(Saved entries)
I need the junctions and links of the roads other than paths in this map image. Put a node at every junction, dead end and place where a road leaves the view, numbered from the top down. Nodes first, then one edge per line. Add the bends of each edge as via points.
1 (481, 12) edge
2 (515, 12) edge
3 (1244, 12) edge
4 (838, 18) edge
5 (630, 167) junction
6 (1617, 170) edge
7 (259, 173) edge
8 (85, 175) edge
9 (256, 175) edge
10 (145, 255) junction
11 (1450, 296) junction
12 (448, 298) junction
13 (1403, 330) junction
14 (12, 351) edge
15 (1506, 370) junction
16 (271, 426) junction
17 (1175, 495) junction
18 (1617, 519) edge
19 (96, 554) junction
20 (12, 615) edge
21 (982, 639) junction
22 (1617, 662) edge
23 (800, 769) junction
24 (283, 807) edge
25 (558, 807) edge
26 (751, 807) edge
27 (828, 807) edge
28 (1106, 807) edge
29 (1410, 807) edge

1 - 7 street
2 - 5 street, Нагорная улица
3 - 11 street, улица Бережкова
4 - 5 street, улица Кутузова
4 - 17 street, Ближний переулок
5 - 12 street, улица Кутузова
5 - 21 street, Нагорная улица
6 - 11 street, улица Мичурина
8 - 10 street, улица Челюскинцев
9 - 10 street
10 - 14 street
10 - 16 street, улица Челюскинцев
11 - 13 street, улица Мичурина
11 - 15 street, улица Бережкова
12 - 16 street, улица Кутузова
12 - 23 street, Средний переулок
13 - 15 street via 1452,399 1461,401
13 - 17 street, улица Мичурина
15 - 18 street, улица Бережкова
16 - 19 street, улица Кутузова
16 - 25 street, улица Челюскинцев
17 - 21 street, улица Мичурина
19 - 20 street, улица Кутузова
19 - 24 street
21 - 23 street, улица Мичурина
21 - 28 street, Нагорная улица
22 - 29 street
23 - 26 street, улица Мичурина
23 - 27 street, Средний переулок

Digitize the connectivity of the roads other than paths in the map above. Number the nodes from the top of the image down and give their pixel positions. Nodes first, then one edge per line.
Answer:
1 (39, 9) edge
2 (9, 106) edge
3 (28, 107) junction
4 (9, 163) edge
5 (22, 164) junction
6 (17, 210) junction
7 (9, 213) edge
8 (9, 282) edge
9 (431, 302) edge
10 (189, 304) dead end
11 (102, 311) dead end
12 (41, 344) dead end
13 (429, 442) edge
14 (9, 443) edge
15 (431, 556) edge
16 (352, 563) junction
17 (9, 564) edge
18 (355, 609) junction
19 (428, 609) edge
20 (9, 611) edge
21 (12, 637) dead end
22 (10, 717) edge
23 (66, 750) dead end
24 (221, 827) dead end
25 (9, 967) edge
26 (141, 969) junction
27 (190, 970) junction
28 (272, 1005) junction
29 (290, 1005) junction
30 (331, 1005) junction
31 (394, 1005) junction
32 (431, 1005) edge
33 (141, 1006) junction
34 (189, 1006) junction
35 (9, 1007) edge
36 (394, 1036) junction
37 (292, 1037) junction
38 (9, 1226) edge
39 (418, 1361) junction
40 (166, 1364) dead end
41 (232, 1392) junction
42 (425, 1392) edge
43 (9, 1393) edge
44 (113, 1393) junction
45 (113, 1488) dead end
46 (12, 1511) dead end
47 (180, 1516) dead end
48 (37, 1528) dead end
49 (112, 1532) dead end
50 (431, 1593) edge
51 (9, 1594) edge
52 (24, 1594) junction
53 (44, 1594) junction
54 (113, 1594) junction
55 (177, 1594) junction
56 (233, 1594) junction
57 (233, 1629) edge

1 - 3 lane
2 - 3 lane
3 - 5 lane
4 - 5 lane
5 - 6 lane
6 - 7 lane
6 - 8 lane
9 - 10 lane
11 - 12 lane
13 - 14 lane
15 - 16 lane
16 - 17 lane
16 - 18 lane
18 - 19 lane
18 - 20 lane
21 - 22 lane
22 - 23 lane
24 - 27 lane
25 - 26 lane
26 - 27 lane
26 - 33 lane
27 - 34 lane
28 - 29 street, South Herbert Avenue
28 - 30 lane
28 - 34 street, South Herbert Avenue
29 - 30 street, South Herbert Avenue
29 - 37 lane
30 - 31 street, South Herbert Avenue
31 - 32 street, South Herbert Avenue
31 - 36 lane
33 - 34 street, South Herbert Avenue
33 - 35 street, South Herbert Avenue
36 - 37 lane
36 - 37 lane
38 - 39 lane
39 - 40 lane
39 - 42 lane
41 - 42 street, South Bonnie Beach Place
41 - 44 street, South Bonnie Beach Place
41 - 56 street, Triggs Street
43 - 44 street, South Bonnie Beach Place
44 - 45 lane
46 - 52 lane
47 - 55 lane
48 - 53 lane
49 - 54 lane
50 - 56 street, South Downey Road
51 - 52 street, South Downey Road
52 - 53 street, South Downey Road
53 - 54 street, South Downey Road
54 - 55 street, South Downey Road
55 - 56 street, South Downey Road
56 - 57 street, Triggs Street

■ Task instructions: Reply with the complete records, restated exactly.

■ Written solution:
I need the junctions and links of the roads other than paths in this map image. Put a node at every junction, dead end and place where a road leaves the view, numbered from the top down. Nodes first, then one edge per line. Add the bends of each edge as via points.
1 (481, 12) edge
2 (515, 12) edge
3 (1244, 12) edge
4 (838, 18) edge
5 (630, 167) junction
6 (1617, 170) edge
7 (259, 173) edge
8 (85, 175) edge
9 (256, 175) edge
10 (145, 255) junction
11 (1450, 296) junction
12 (448, 298) junction
13 (1403, 330) junction
14 (12, 351) edge
15 (1506, 370) junction
16 (271, 426) junction
17 (1175, 495) junction
18 (1617, 519) edge
19 (96, 554) junction
20 (12, 615) edge
21 (982, 639) junction
22 (1617, 662) edge
23 (800, 769) junction
24 (283, 807) edge
25 (558, 807) edge
26 (751, 807) edge
27 (828, 807) edge
28 (1106, 807) edge
29 (1410, 807) edge

1 - 7 street
2 - 5 street, Нагорная улица
3 - 11 street, улица Бережкова
4 - 5 street, улица Кутузова
4 - 17 street, Ближний переулок
5 - 12 street, улица Кутузова
5 - 21 street, Нагорная улица
6 - 11 street, улица Мичурина
8 - 10 street, улица Челюскинцев
9 - 10 street
10 - 14 street
10 - 16 street, улица Челюскинцев
11 - 13 street, улица Мичурина
11 - 15 street, улица Бережкова
12 - 16 street, улица Кутузова
12 - 23 street, Средний переулок
13 - 15 street via 1452,399 1461,401
13 - 17 street, улица Мичурина
15 - 18 street, улица Бережкова
16 - 19 street, улица Кутузова
16 - 25 street, улица Челюскинцев
17 - 21 street, улица Мичурина
19 - 20 street, улица Кутузова
19 - 24 street
21 - 23 street, улица Мичурина
21 - 28 street, Нагорная улица
22 - 29 street
23 - 26 street, улица Мичурина
23 - 27 street, Средний переулок

Digitize the connectivity of the roads other than paths in the map above. Number the nodes from the top of the image down and give their pixel positions. Nodes first, then one edge per line.
Answer:
1 (39, 9) edge
2 (9, 106) edge
3 (28, 107) junction
4 (9, 163) edge
5 (22, 164) junction
6 (17, 210) junction
7 (9, 213) edge
8 (9, 282) edge
9 (431, 302) edge
10 (189, 304) dead end
11 (102, 311) dead end
12 (41, 344) dead end
13 (429, 442) edge
14 (9, 443) edge
15 (431, 556) edge
16 (352, 563) junction
17 (9, 564) edge
18 (355, 609) junction
19 (428, 609) edge
20 (9, 611) edge
21 (12, 637) dead end
22 (10, 717) edge
23 (66, 750) dead end
24 (221, 827) dead end
25 (9, 967) edge
26 (141, 969) junction
27 (190, 970) junction
28 (272, 1005) junction
29 (290, 1005) junction
30 (331, 1005) junction
31 (394, 1005) junction
32 (431, 1005) edge
33 (141, 1006) junction
34 (189, 1006) junction
35 (9, 1007) edge
36 (394, 1036) junction
37 (292, 1037) junction
38 (9, 1226) edge
39 (418, 1361) junction
40 (166, 1364) dead end
41 (232, 1392) junction
42 (425, 1392) edge
43 (9, 1393) edge
44 (113, 1393) junction
45 (113, 1488) dead end
46 (12, 1511) dead end
47 (180, 1516) dead end
48 (37, 1528) dead end
49 (112, 1532) dead end
50 (431, 1593) edge
51 (9, 1594) edge
52 (24, 1594) junction
53 (44, 1594) junction
54 (113, 1594) junction
55 (177, 1594) junction
56 (233, 1594) junction
57 (233, 1629) edge

1 - 3 lane
2 - 3 lane
3 - 5 lane
4 - 5 lane
5 - 6 lane
6 - 7 lane
6 - 8 lane
9 - 10 lane
11 - 12 lane
13 - 14 lane
15 - 16 lane
16 - 17 lane
16 - 18 lane
18 - 19 lane
18 - 20 lane
21 - 22 lane
22 - 23 lane
24 - 27 lane
25 - 26 lane
26 - 27 lane
26 - 33 lane
27 - 34 lane
28 - 29 street, South Herbert Avenue
28 - 30 lane
28 - 34 street, South Herbert Avenue
29 - 30 street, South Herbert Avenue
29 - 37 lane
30 - 31 street, South Herbert Avenue
31 - 32 street, South Herbert Avenue
31 - 36 lane
33 - 34 street, South Herbert Avenue
33 - 35 street, South Herbert Avenue
36 - 37 lane
36 - 37 lane
38 - 39 lane
39 - 40 lane
39 - 42 lane
41 - 42 street, South Bonnie Beach Place
41 - 44 street, South Bonnie Beach Place
41 - 56 street, Triggs Street
43 - 44 street, South Bonnie Beach Place
44 - 45 lane
46 - 52 lane
47 - 55 lane
48 - 53 lane
49 - 54 lane
50 - 56 street, South Downey Road
51 - 52 street, South Downey Road
52 - 53 street, South Downey Road
53 - 54 street, South Downey Road
54 - 55 street, South Downey Road
55 - 56 street, South Downey Road
56 - 57 street, Triggs Street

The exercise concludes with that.